Folks, this one is going to be short because it's the easiest case I've ever made. Microsoft wins the next-gen game console launch wars by launching something that the company doesn't even call a console. Where Nintendo offered us a tablet to accompany the millions we had already bought and Sony then offered us a box that we couldn't even see, Microsoft has trumped them both by delivering the Xbox One. Let's tally up the points:

  • The name. Wii U means something, I'm sure, to someone. PS4 means "we like the past and want to extend it." Xbox One takes a bolder and more important stand by saying, "It's time to reboot the whole category." This is beautifully illustrated in the way that the Xbox presenters never referred to Xbox One as a game console. It is an All In One Home Entertainment System.
  • The reveal. PS4 famously flopped its launch by hiding the console entirely. That would have been fine last generation, maybe. But this generation comes in the post-Steve Jobs era where the device and its price are shown. Microsoft debuted the box, the new Kinect, and the new controller in the first 60 seconds of the event.
  • The scope. Wii U and PS4 both promise to provide access to video and other interesting media experiences. Xbox One actually delivers those things in the most satisfying and complete way anyone other than TiVo has done so far, letting you switch from gaming to TV to movies to web browsing with simple voice commands and practically no waiting.
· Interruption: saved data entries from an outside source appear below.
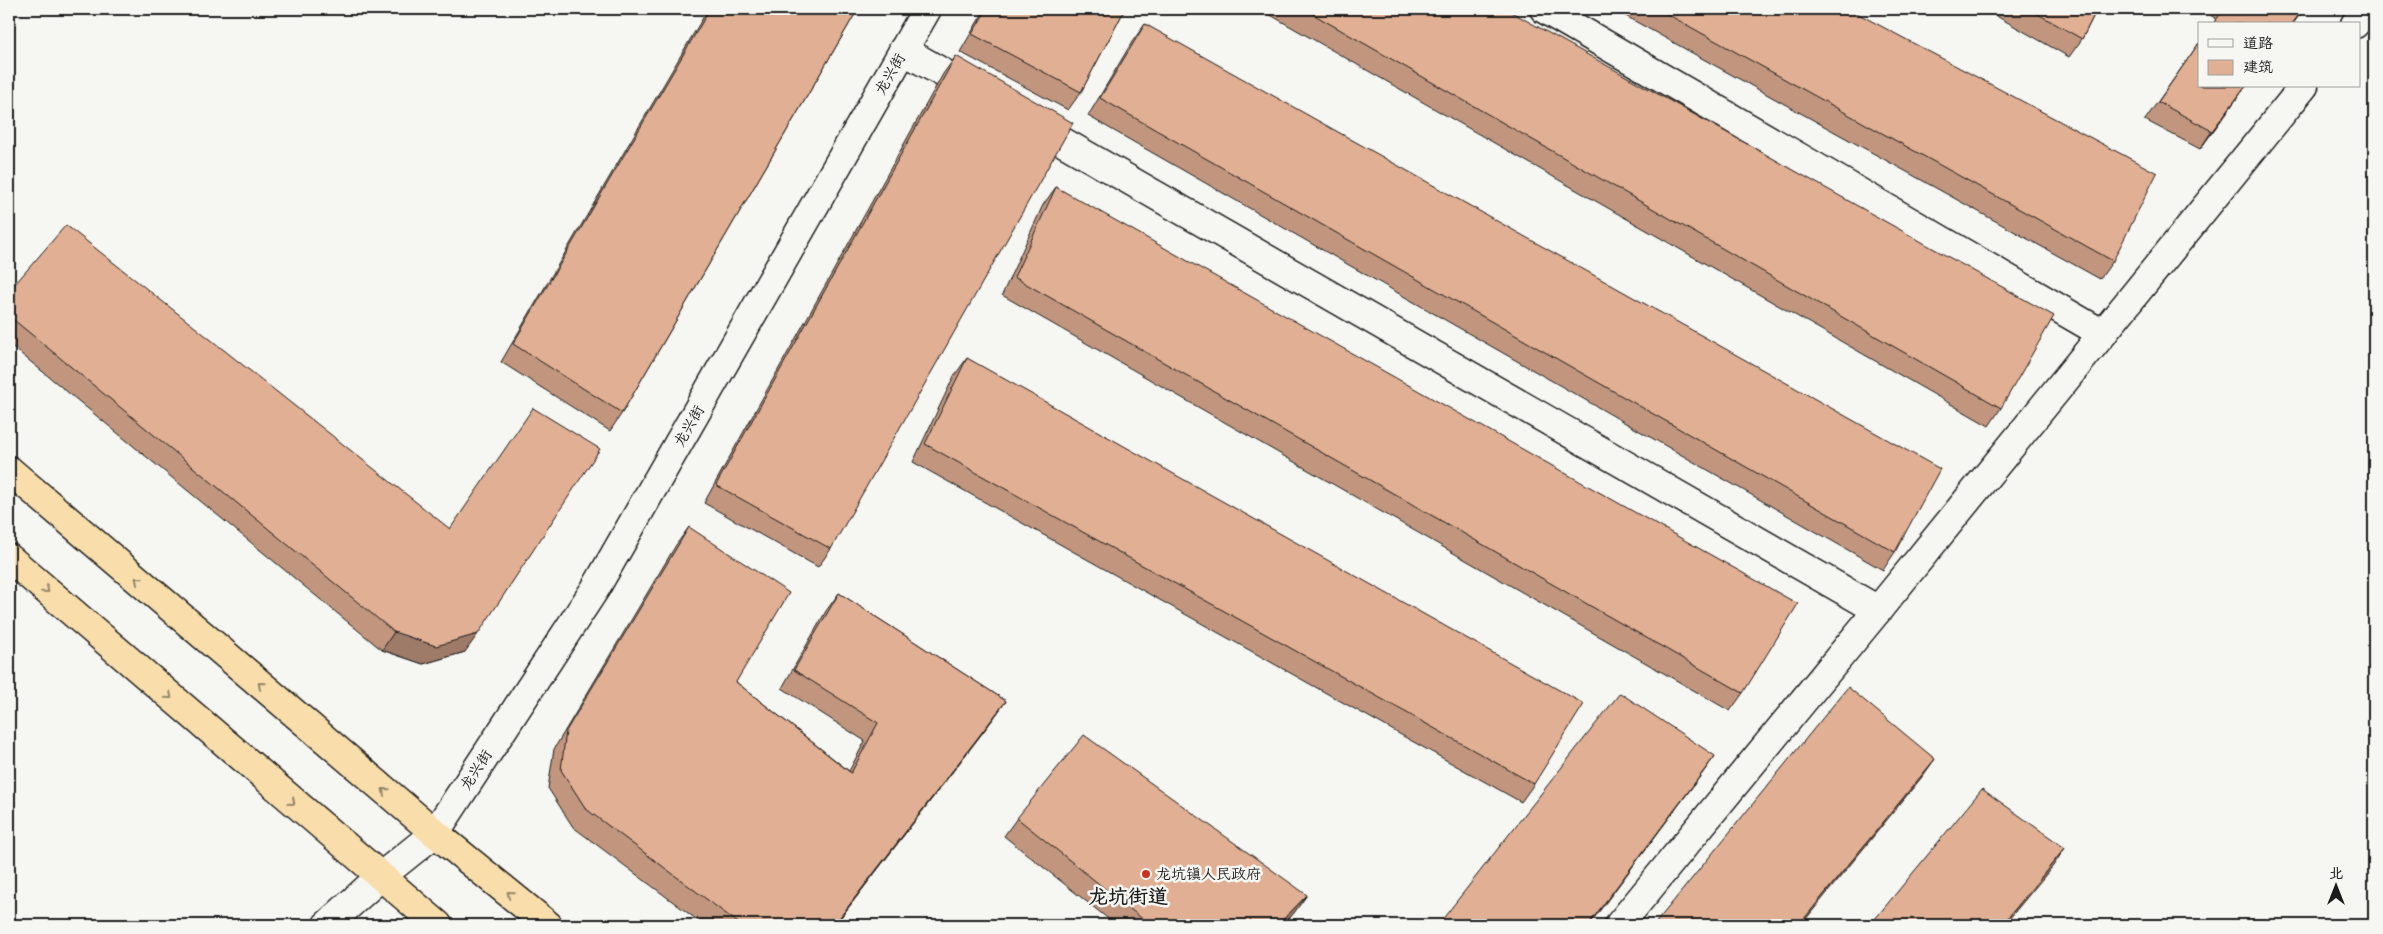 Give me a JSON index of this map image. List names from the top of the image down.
{
  "streets": {
    "street": ["龙兴街"]
  },
  "districts": ["龙坑街道"],
  "places": ["龙坑镇人民政府"],
  "legend": ["道路", "建筑"],
  "north": "top"
} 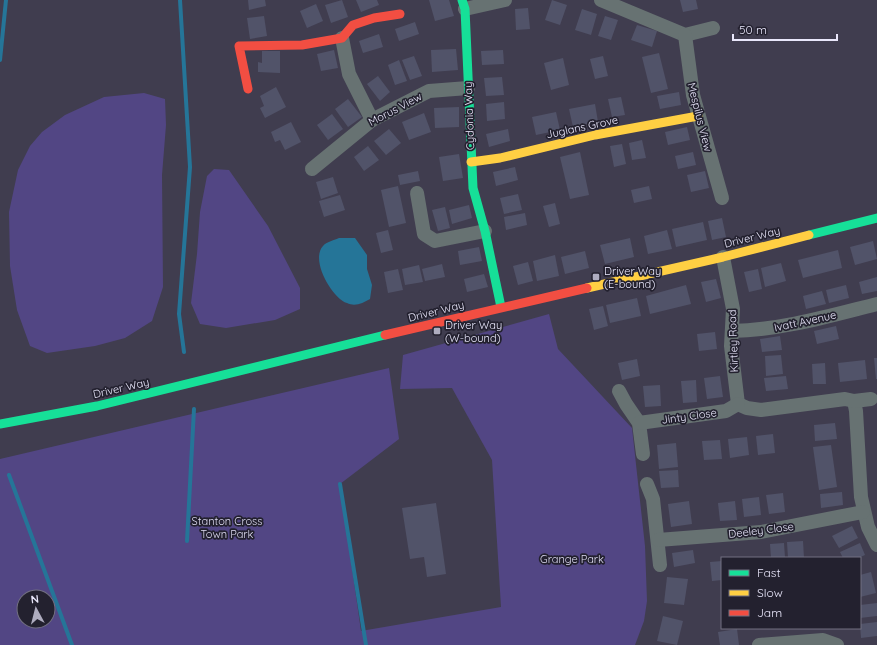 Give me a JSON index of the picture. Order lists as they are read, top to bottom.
{
  "streets": {
    "main road": ["Cydonia Way", "Juglans Grove", "Driver Way"],
    "street": [
      "Morus View",
      "Mespilus View",
      "Ivatt Avenue",
      "Kirtley Road",
      "Jinty Close",
      "Deeley Close"
    ]
  },
  "crossings": [
    ["Morus View", "Cydonia Way"],
    ["Cydonia Way", "Juglans Grove"],
    ["Cydonia Way", "Driver Way"],
    ["Mespilus View", "Juglans Grove"],
    ["Driver Way", "Kirtley Road"],
    ["Ivatt Avenue", "Kirtley Road"],
    ["Kirtley Road", "Jinty Close"]
  ],
  "parks": ["Stanton Cross Town Park", "Grange Park"],
  "places": {
    "transit": ["Driver Way (E-bound)", "Driver Way (W-bound)"]
  },
  "legend": ["Fast", "Slow", "Jam"],
  "scale_bar": "50 m",
  "north": "top"
} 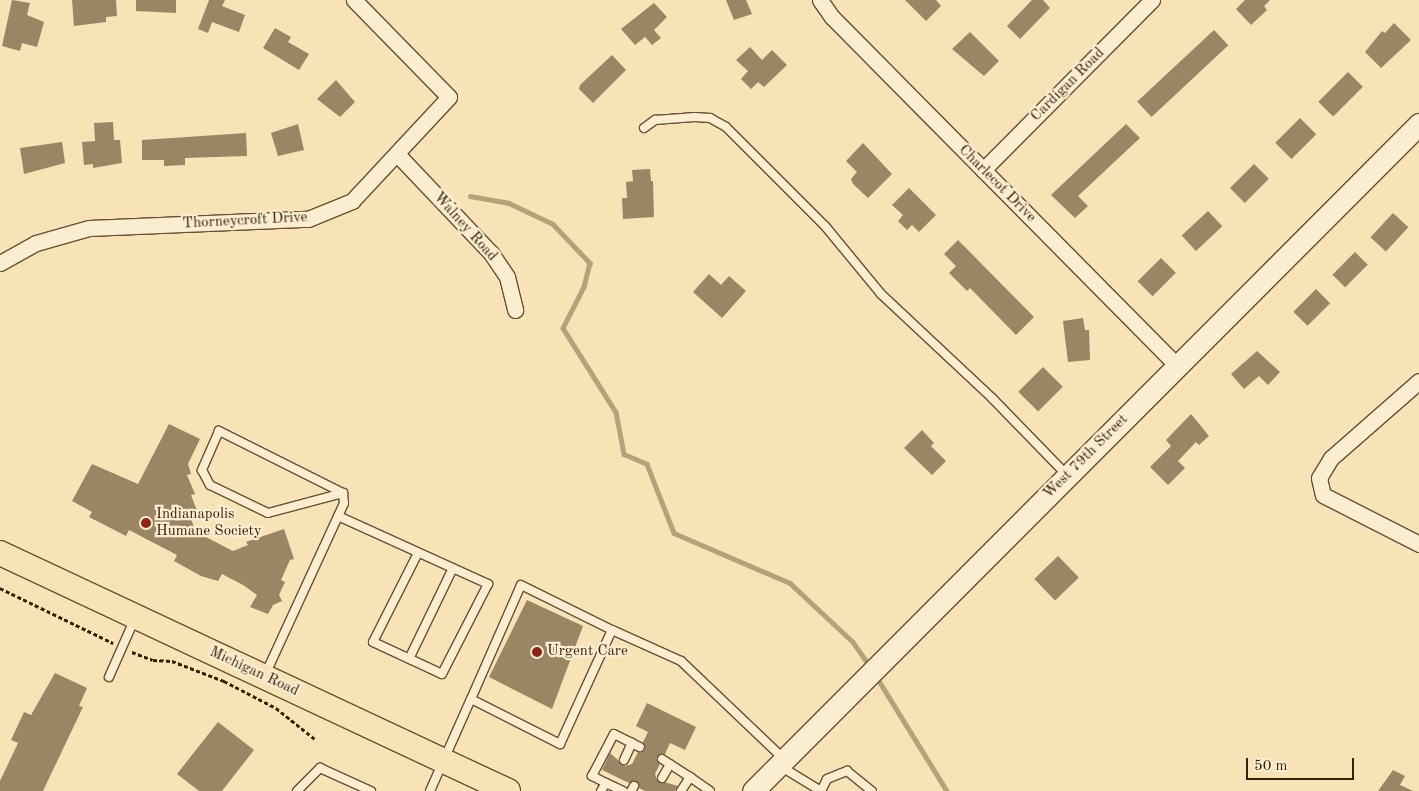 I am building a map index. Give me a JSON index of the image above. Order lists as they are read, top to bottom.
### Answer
{
  "streets": {
    "main road": ["West 79th Street", "Michigan Road"],
    "street": [
      "Cardigan Road",
      "Charlecot Drive",
      "Thorneycroft Drive",
      "Walney Road"
    ]
  },
  "crossings": [
    ["Cardigan Road", "Charlecot Drive"],
    ["Charlecot Drive", "West 79th Street"],
    ["Thorneycroft Drive", "Walney Road"]
  ],
  "places": ["Indianapolis Humane Society", "Urgent Care"],
  "scale_bar": "50 m"
}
  • The UX design. Microsoft takes an unlikely trophy home today — it can claim to be the winner of the race to build the best living-room user experience available, a title previously held for the past decade by TiVo. By throwing immense hardware at the problem along with its unique user interface assets — controller, mobile, voice, and gesture — Microsoft has created the first TV experience that will make sense to every first-time user. It's very un-Microsoft, to be honest, and a pleasure to see. Even the inclusion of a Windows 8-like Snap feature to run apps next to each other is a grace note I did not expect from Redmond.
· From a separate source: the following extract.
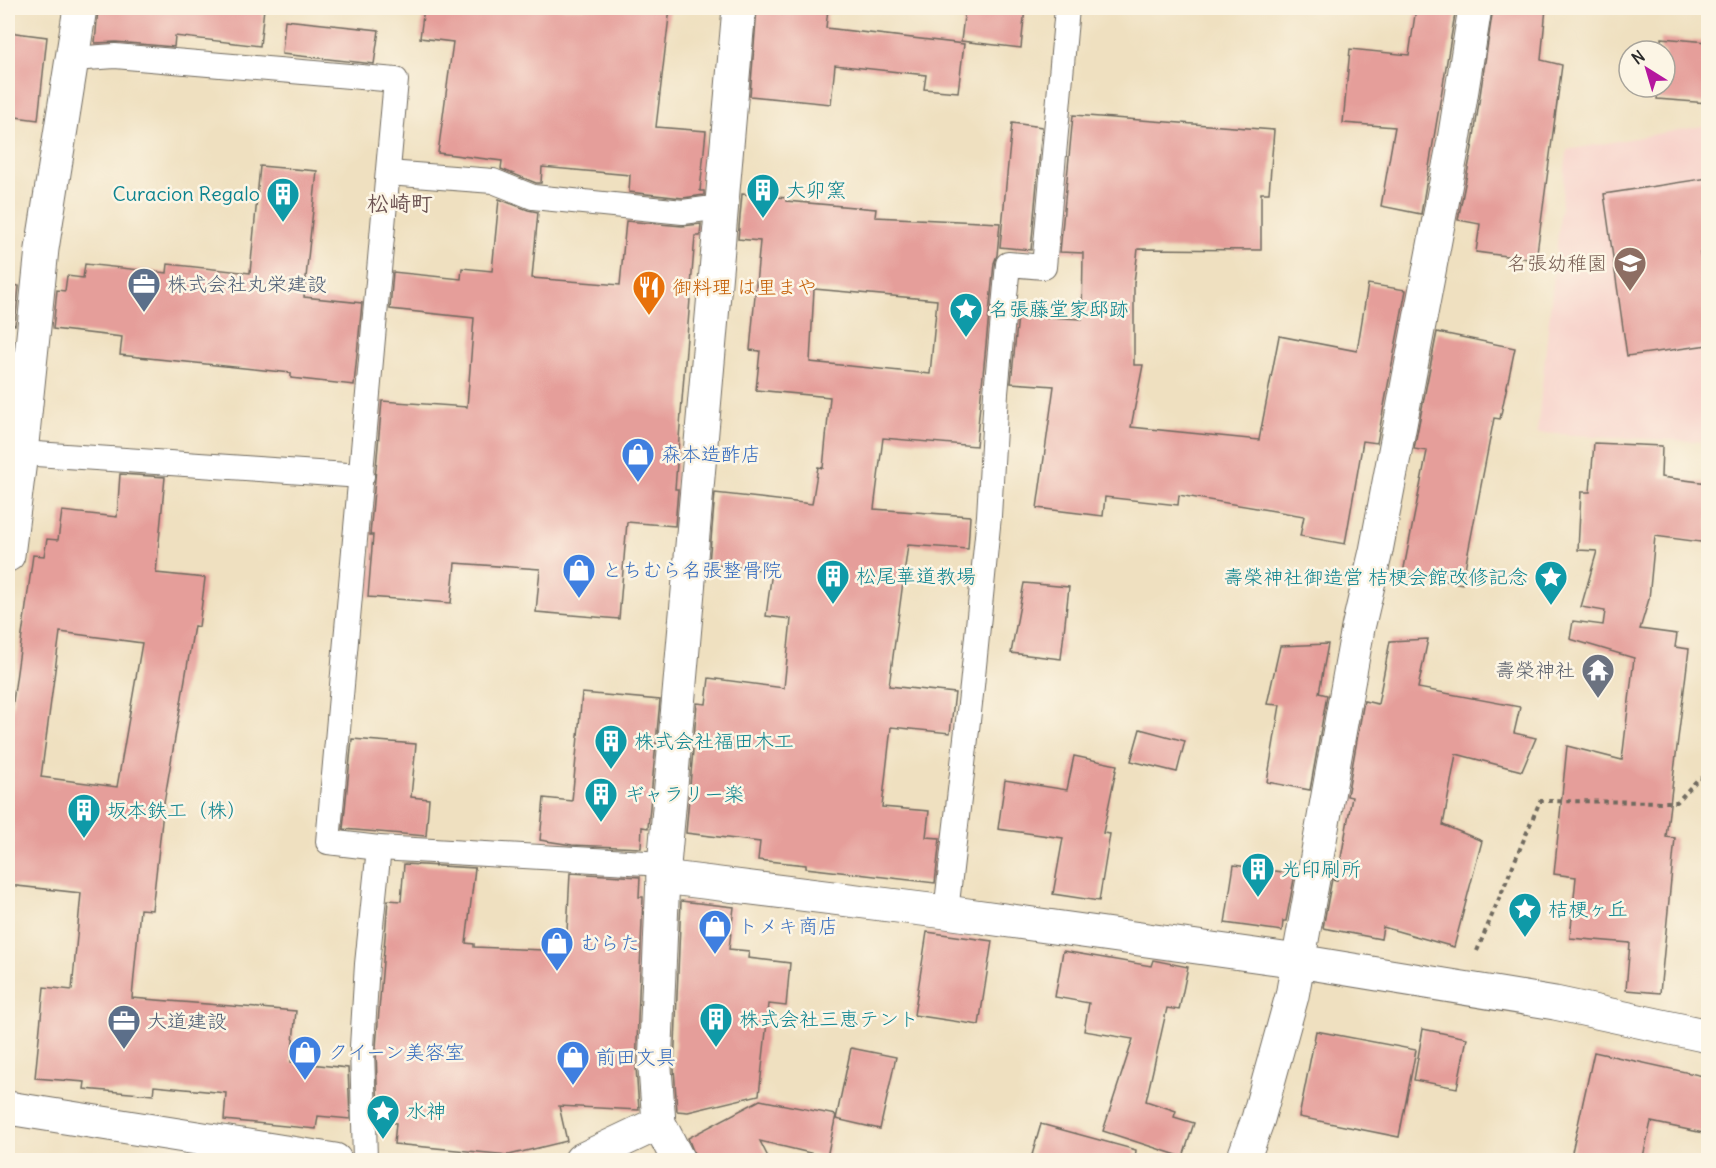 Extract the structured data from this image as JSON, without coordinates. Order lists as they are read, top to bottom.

  • The commitment to games. I'm not a hardcore gamer, so the thought that Microsoft might look at gaming in a way that would offend gamers didn't really bother me personally, even though I knew the company had to avoid it if possible. Xbox One comes with a commitment to develop exclusive gaming experiences for that audience and also gives them user experience (UX) innovations — a gaming DVR, auto-login to the last saved game, etc. — that will reassure gamers who wondered if Microsoft was considering abandoning them.

 

What now? The company certainly has to make good on all of these promises, and remember, this is Microsoft, a company that is so fixated on its PC operating system revenues that it may slip back into treating its powerful Xbox position as a nice-to-have. But based on what we saw today, I don't think that's likely. Add names like Spielberg and NFL, and it's clear the company means it when it says it's time to create a new type of home entertainment system.